La population des alentours avait
tout d'abord été effrayée, puis à la peur s'était substituée la curiosité,
puisque ces bruits n'étaient audiblement pas dangereux. D'où provenaient-ils? Personne n'aurait su le dire; ils étaient
tout simplement là. Les journaux du
monde entier en avaient parlé, et les touristes affluaient encore plus
rapidement que les scientifiques, déjà très nombreux. La vallée calme et paisible où seulement
quelques maisons étaient construites, s'était transformée en une ruche
bourdonnante de vies humaines. Déjà,
après deux semaines, des promoteurs immobiliers construisaient des hôtels et
des édifices à logement, pour profiter de l'affluence. Mais les bruits, eux, se tenaient à l'écart
de ces chantiers, comme s'ils étaient effrayés.
Oui, effrayés; ces bruits semblaient obéir à une certaine forme
d'intelligence, zigzaguant pour semer leurs poursuivants, évitant les
obstacles, mais passant tout près des êtres humains comme s'ils voulaient
entrer en contact avec eux. Plusieurs
théories avaient été émises, toutes semblant farfelues, toutes pouvant être
vraies.
Un matin, touristes et scientifiques se
réunirent dans une clairière où plusieurs édifices étaient en
construction. Il y avait de quoi; deux
cent dollars étaient donnés par l'Institut National des Sciences Et des
Recherches Technologiques (INSERT) à chaque personne qui participait à la
battue qui aurait lieu de jour-là. Le
but? Enregistrer l'un de ces étranges
bruits, afin de l'analyser, le décomposer, l'écouter au ralenti ou à l'accéléré
pour essayer de comprendre quelque chose.
Il y eut donc plus de mille personnes qui prirent le départ, dans cette
battue à travers la forêt et les clairières, enregistrant tout grâce aux
appareils hyper-perfectionnés fournis par l'Institut.

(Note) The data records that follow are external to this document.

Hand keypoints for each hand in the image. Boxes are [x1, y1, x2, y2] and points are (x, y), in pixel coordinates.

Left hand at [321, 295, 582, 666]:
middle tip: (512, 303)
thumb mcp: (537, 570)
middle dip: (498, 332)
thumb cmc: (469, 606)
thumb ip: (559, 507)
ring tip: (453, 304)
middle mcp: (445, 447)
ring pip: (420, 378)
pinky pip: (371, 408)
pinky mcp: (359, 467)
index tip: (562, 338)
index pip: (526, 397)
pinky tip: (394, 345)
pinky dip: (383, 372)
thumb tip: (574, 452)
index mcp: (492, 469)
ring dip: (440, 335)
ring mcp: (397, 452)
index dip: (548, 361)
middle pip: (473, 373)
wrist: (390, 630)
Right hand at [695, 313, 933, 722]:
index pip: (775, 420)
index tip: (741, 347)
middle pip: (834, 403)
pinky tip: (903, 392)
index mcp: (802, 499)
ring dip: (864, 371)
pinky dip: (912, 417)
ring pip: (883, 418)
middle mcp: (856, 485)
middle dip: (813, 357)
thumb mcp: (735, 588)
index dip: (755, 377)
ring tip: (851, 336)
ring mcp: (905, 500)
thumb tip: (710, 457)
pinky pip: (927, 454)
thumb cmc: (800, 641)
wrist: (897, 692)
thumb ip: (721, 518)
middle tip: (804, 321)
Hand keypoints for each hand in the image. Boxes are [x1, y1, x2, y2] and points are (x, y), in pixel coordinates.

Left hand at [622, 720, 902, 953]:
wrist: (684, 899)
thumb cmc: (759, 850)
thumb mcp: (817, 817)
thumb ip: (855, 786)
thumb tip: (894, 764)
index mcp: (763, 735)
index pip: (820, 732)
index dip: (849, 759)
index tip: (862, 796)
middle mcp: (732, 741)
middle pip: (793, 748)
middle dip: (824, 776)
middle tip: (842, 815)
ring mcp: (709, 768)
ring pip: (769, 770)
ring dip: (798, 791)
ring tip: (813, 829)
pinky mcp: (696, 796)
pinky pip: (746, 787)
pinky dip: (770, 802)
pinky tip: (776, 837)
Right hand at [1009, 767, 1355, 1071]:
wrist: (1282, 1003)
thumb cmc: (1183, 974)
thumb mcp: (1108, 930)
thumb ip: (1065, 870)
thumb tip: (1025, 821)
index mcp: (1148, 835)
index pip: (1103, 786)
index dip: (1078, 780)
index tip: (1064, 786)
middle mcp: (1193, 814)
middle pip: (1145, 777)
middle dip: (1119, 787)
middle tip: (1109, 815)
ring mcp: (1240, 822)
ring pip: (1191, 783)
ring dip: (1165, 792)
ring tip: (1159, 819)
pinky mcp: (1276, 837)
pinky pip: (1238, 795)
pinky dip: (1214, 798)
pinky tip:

Vers la fin de l'avant-midi,
quelqu'un réussit à capturer l'un des bruits sur une bande sonore. En quelques minutes, elle fut entre les mains
des scientifiques, qui en firent des copies, puis l'écoutèrent et l'écoutèrent
encore, jusqu'à-ce que le bruit, découragé, devienne silence.
Depuis ce
jour-là, les bruits sont repartis, jugeant les humains encore trop peu évolués
pour rencontrer leurs créateurs.
CM vers 1996 (inédit)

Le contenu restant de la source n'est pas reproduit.